Lavorando su questi tre paradigmi concettuali e operativi, il PD potrebbe “oltrepassare Berlusconi” senza intaccare la propria identità valoriale di tipo “democratico”. Poi, certo, un pizzico di “democrazia interna” non stonerebbe in un partito che si chiama Democratico, ma questo – oggettivamente e senza ironia – è un problema minore.

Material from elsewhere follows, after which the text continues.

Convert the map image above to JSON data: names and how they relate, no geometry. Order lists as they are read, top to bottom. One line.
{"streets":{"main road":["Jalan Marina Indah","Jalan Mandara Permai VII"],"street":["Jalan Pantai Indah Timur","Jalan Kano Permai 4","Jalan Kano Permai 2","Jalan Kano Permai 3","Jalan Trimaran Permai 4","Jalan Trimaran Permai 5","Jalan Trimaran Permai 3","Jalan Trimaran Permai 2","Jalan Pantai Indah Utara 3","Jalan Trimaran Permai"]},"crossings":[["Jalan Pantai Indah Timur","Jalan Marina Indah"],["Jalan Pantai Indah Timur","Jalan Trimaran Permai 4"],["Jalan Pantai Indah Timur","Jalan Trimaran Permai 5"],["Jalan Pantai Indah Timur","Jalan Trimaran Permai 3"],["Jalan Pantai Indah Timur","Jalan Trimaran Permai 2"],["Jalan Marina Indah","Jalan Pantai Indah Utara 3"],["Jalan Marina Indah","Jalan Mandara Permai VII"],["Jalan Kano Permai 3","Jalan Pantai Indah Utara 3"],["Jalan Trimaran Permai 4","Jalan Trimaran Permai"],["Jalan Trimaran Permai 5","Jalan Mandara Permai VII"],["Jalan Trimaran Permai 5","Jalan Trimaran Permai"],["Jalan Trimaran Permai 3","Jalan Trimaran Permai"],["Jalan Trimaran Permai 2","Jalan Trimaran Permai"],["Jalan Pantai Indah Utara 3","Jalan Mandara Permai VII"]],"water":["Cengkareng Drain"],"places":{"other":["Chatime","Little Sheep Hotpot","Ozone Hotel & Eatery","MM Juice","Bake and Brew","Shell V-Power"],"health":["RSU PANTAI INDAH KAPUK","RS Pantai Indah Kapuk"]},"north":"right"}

Se, invece, il PD non farà nulla di tutto questo e si concentrerà esclusivamente sul ricambio (sia pure generazionale) della classe dirigente, allora non caverà un ragno dal buco. Anzi, il ricambio generazionale assomiglierà tragicamente alla disperata mossa di Hitler che, a guerra ormai perduta, mandò generazioni di quattordicenni a morire sul fronte orientale.
Se non ci sarà la capacità di rinnovare il patrimonio di idee, allora il PD farebbe molto meglio a “staccare la spina” e sciogliersi, permettendo così una riscrittura complessiva dello scenario politico. Un momento dopo lo scioglimento del PD, infatti, anche il progetto berlusconiano del PDL cadrebbe in pezzi. A quel punto i giochi si riazzererebbero, con grande scandalo dei media e dei poteri economici (che preferiscono di gran lunga gestire quadri semplificati e poco affollati), ma almeno la shumpeteriana “distruzione creatrice” potrebbe svolgere fino in fondo il proprio cammino. Certo, in un quadro del genere la produttività decisionale del ceto politico calerebbe ulteriormente, ma almeno si potrebbe rimettere in circolo la non trascurabile medicina politica della fornitura identitaria. Lo scenario peggiore, infatti, sarebbe di gran lunga quello con due partiti a vocazione maggioritaria che non capiscono la società, non ne risolvono i problemi e, soprattutto, tendono a trasformarsi in corti autocratiche che vivono di privilegi visibili “alla faccia” dei cittadini. Guai a noi se accadesse questo.